Being a Christian starts, of course, with ‘grace‘. The reason we are what we are at all is because the living God has reached down to us in sheer undeserved mercy. That’s what Paul celebrates in his gospel, again and again. But we’ve also seen, not least in chapter 8 of 2 Corinthians, that Paul can also use the word ‘grace’ to describe not only what God freely and lovingly does for us, but also what he does in us and also through us; more particularly, to describe what God did in and through the churches in Macedonia when he stirred them up to give generously, even beyond their means. There is solid sense to this second meaning, because the primary thing ‘grace’ referred to was the totally generous and self-giving love of God. We shouldn’t be surprised if those whose lives are transformed by grace become, in turn, generous and self-giving people.

So why does Paul speak of the grace of Jesus, the King, the Lord, rather than simply of God? Well, that’s what he spoke about in 8.9: in urging the Corinthians to give generously, he used the example of Jesus himself, leaving the riches of his heavenly existence and choosing to become poor and humble on our behalf. We could put it like this: Jesus is the person the generous and self-giving God became. Jesus embodied the grace of God.
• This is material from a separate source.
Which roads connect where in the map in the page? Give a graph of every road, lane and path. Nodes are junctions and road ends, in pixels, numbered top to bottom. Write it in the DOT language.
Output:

In Jesus grace became human, because that’s what grace needed to do to be fully itself, to give itself for the world. We can properly speak, therefore, of ‘the grace of the Lord, King Jesus’, and we can pray, as Paul does here, that this grace will be powerfully active in the life of the church. That sums up one entire train of thought in this letter.
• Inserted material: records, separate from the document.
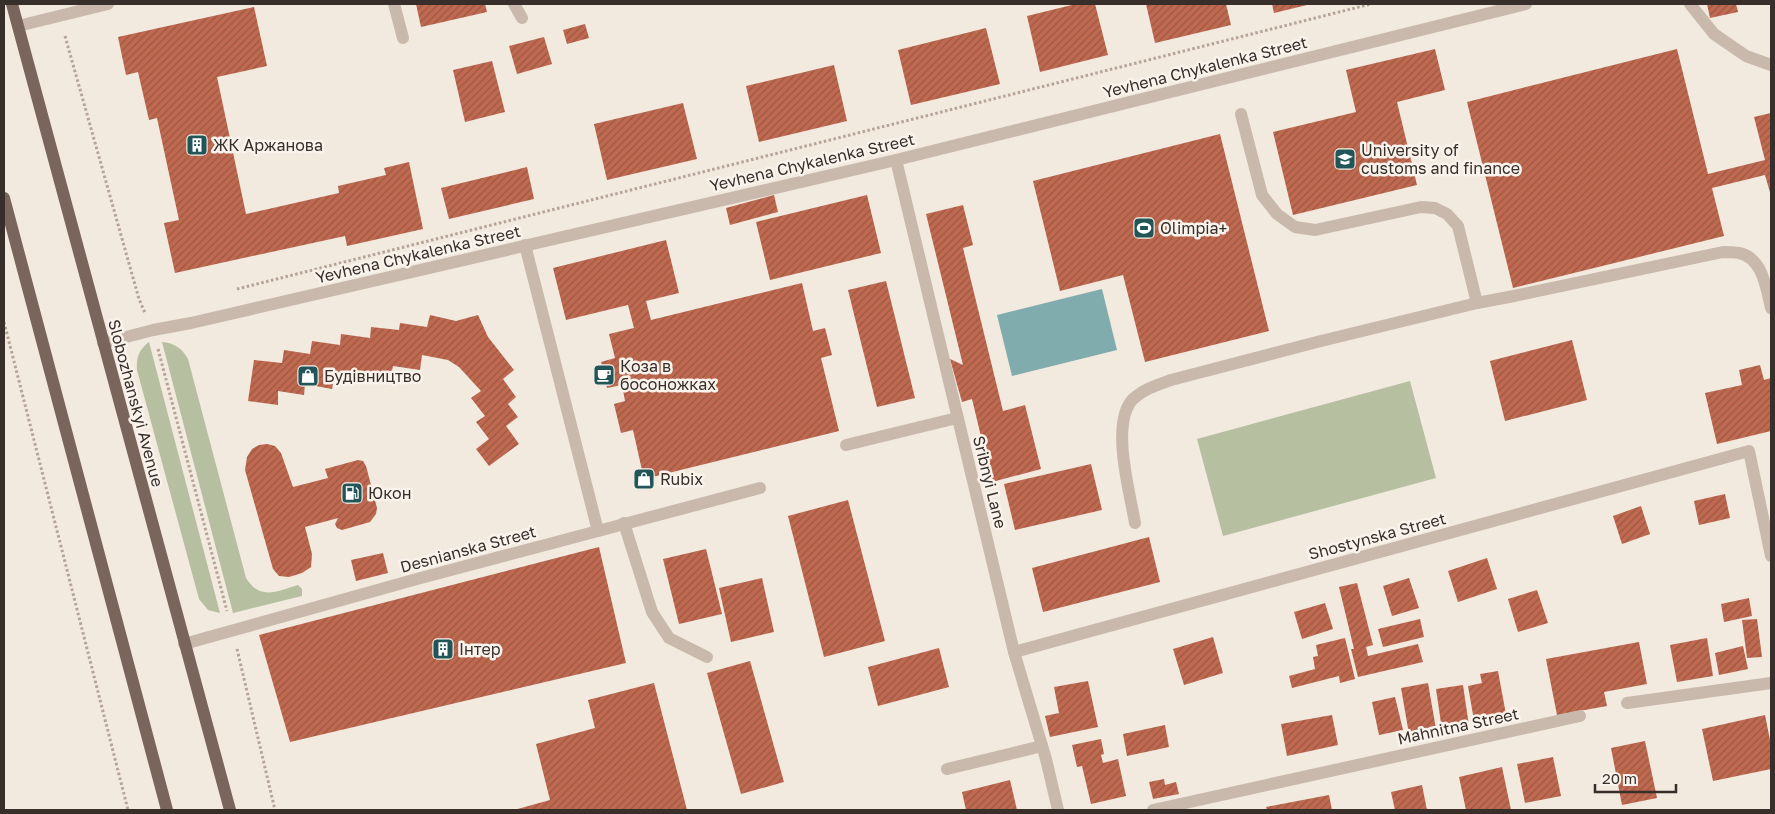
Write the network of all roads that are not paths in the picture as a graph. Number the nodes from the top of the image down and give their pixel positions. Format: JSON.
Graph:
{"nodes":[{"id":1,"x":12,"y":4,"type":"edge"},
{"id":2,"x":108,"y":4,"type":"edge"},
{"id":3,"x":394,"y":4,"type":"edge"},
{"id":4,"x":514,"y":4,"type":"edge"},
{"id":5,"x":1526,"y":4,"type":"edge"},
{"id":6,"x":1690,"y":4,"type":"edge"},
{"id":7,"x":522,"y":18,"type":"dead end"},
{"id":8,"x":18,"y":26,"type":"junction"},
{"id":9,"x":403,"y":38,"type":"dead end"},
{"id":10,"x":1771,"y":65,"type":"edge"},
{"id":11,"x":1242,"y":114,"type":"dead end"},
{"id":12,"x":896,"y":160,"type":"junction"},
{"id":13,"x":4,"y":198,"type":"edge"},
{"id":14,"x":525,"y":245,"type":"junction"},
{"id":15,"x":1477,"y":303,"type":"junction"},
{"id":16,"x":1771,"y":308,"type":"edge"},
{"id":17,"x":103,"y":343,"type":"junction"},
{"id":18,"x":958,"y":418,"type":"junction"},
{"id":19,"x":846,"y":445,"type":"dead end"},
{"id":20,"x":760,"y":488,"type":"dead end"},
{"id":21,"x":624,"y":523,"type":"junction"},
{"id":22,"x":1134,"y":523,"type":"dead end"},
{"id":23,"x":598,"y":530,"type":"junction"},
{"id":24,"x":1771,"y":556,"type":"edge"},
{"id":25,"x":184,"y":644,"type":"junction"},
{"id":26,"x":1014,"y":652,"type":"junction"},
{"id":27,"x":708,"y":657,"type":"dead end"},
{"id":28,"x":1771,"y":683,"type":"edge"},
{"id":29,"x":1627,"y":703,"type":"dead end"},
{"id":30,"x":1580,"y":716,"type":"dead end"},
{"id":31,"x":1042,"y":746,"type":"junction"},
{"id":32,"x":947,"y":768,"type":"dead end"},
{"id":33,"x":168,"y":810,"type":"edge"},
{"id":34,"x":230,"y":810,"type":"edge"},
{"id":35,"x":1058,"y":810,"type":"edge"},
{"id":36,"x":1153,"y":810,"type":"edge"}],
"edges":[{"from":1,"to":8,"type":"main road","name":"Slobozhanskyi Avenue"},
{"from":2,"to":8,"type":"street"},
{"from":3,"to":9,"type":"street"},
{"from":4,"to":7,"type":"street"},
{"from":5,"to":12,"type":"street","name":"Yevhena Chykalenka Street"},
{"from":6,"to":10,"type":"street"},
{"from":8,"to":17,"type":"main road","name":"Slobozhanskyi Avenue"},
{"from":11,"to":15,"type":"street"},
{"from":12,"to":14,"type":"street","name":"Yevhena Chykalenka Street"},
{"from":12,"to":18,"type":"street","name":"Sribnyi Lane"},
{"from":13,"to":33,"type":"main road"},
{"from":14,"to":17,"type":"street","name":"Yevhena Chykalenka Street"},
{"from":14,"to":23,"type":"street"},
{"from":15,"to":16,"type":"street"},
{"from":15,"to":22,"type":"street"},
{"from":17,"to":25,"type":"main road","name":"Slobozhanskyi Avenue"},
{"from":18,"to":19,"type":"street"},
{"from":18,"to":26,"type":"street","name":"Sribnyi Lane"},
{"from":20,"to":21,"type":"street","name":"Desnianska Street"},
{"from":21,"to":23,"type":"street","name":"Desnianska Street"},
{"from":21,"to":27,"type":"street"},
{"from":23,"to":25,"type":"street","name":"Desnianska Street"},
{"from":24,"to":26,"type":"street","name":"Shostynska Street"},
{"from":25,"to":34,"type":"main road","name":"Slobozhanskyi Avenue"},
{"from":26,"to":31,"type":"street","name":"Sribnyi Lane"},
{"from":28,"to":29,"type":"street"},
{"from":30,"to":36,"type":"street","name":"Mahnitna Street"},
{"from":31,"to":32,"type":"street"},
{"from":31,"to":35,"type":"street","name":"Sribnyi Lane"}]}
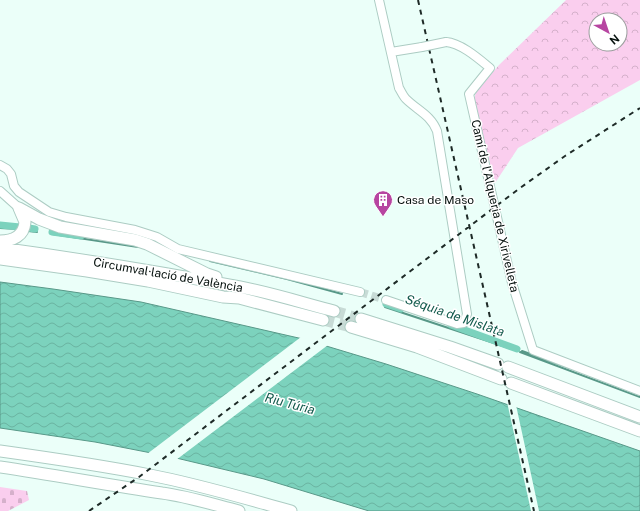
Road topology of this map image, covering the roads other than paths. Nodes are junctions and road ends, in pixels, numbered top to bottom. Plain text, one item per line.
1 (379, 0) edge
2 (391, 52) junction
3 (0, 165) edge
4 (0, 190) edge
5 (19, 208) junction
6 (0, 240) edge
7 (0, 248) edge
8 (0, 259) edge
9 (85, 260) junction
10 (240, 287) junction
11 (360, 292) tunnel mouth
12 (239, 298) junction
13 (386, 300) tunnel mouth
14 (334, 311) tunnel mouth
15 (361, 319) tunnel mouth
16 (323, 320) tunnel mouth
17 (350, 327) tunnel mouth
18 (640, 391) edge
19 (640, 417) edge
20 (640, 431) edge
21 (0, 451) edge
22 (0, 460) edge
23 (0, 467) edge
24 (163, 492) junction
25 (239, 511) edge
26 (291, 511) edge

1 - 2 street
2 - 13 street
2 - 18 street, Camí de l'Alqueria de Xirivelleta, bridge
3 - 11 street
4 - 5 street
5 - 6 highway
5 - 10 highway
7 - 9 highway, Circumval·lació de València
8 - 12 highway, Circumval·lació de València
9 - 10 highway, Circumval·lació de València
9 - 12 highway
10 - 14 highway, Circumval·lació de València
12 - 16 highway, Circumval·lació de València
15 - 19 highway
17 - 20 highway
21 - 26 highway
22 - 24 highway
23 - 24 highway
24 - 25 highway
But behind and around this specific active power is ‘the love of God’. In the New Testament, God’s love is not simply one aspect of his character; it is the very heart, the essence of who God is. Love is, of course, a deeply personal quality, perhaps we should say the highest personal quality there is. And it is noticeable that the Jewish and Christian declaration of belief in a God of love as the only true God stands out a mile from most other views of God ancient or modern. The ancient pagan world certainly didn’t believe in a God of love. Some of the gods and goddesses might show love, of a kind, for certain people, but that world was full of the anxiety that comes from a fear of superhuman forces that are precisely not loving, but are instead capricious, malevolent, and needing to be pacified or placated. None of the multiple options in that most pluralist of religious worlds spoke of a single God whose innermost nature was love.

This is hardly surprising, because the experience of life that most people have is hardly one of unmixed happiness; and, if there is one God who made the world, most people who think at all about the world will conclude that this God can hardly be loving. But what Judaism clung to as hope, and what Christianity announced as fulfilled at last, was the belief that the one God who made the world was indeed a totally loving God, who would demonstrate this love by acting within the world, at enormous cost to himself, to put everything right at last. And in gazing upon that loving God, and learning to trust and love him in return, the early Christians found themselves embraced in a new kind of spirituality, an intimacy of trust like that of children with a father, a warm security of knowing that they were loved with an everlasting love. That is what Paul means by ‘the love of God’.

But those who are grasped by this love, who have the grace of the Lord Jesus in their bloodstreams, are thereby joined together in a family which the world has never seen before. It is a family not at all based on physical or ethnic descent or relation; anyone and everyone is welcome in it, which was just as challenging to most ancient people as it is to most modern ones. It is a family called to share a common life, and the word Paul uses here, koinonia, can be translated ‘partnership’, ‘association’, ‘participation’, ‘sharing’, ‘communion’, or even ‘inter change’, as well as the familiar ‘fellowship’. This koinonia has been under enormous strain as Paul and the Corinthians have struggled to work out their relationship through visits, letters, reports, rumours, sorrow, joy, despair and hope. It is because Paul believes passionately that God’s own spirit is at work in both his life and that of the Corinthians that he cannot let them go, cannot walk away and found another church somewhere else, cannot simply bask in the happy relationship he enjoys with his beloved Macedonian churches, but must thrash things out, must let partnership, participation and fellowship have their full expression. Indeed, if you want to know what ‘the fellowship of the holy spirit’ means in practice, a slow and serious reading of 2 Corinthians is a good, if sobering, place to start.

Each aspect of this threefold life, then, has been seen in the letter which is now drawing to a close. But Paul has not just provided a neat shorthand summary of the Christian life, the life in which he and the Corinthians share. He has provided an astonishingly brief yet complete picture of the God in whom Christians believe. Though he uses the word ‘God’ here as one of the three, his understanding of Jesus and the spirit elsewhere in his letters (and indeed the way in which, in this phrase, the three come so naturally together as the source of the blessings) forces us to see the whole phrase as describing the one God whom the earliest church came to see in threefold form. It would be over a century before theologians, greatly daring, began to use words like ‘trinity’ as a shorthand way of expressing what Paul is already articulating. But if such shorthand expressions hadn’t been coined, it would be necessary for us to invent them if we were ever going to understand what Paul was getting at.

Taken from 2 Corinthians Paul for Everyone by Tom Wright.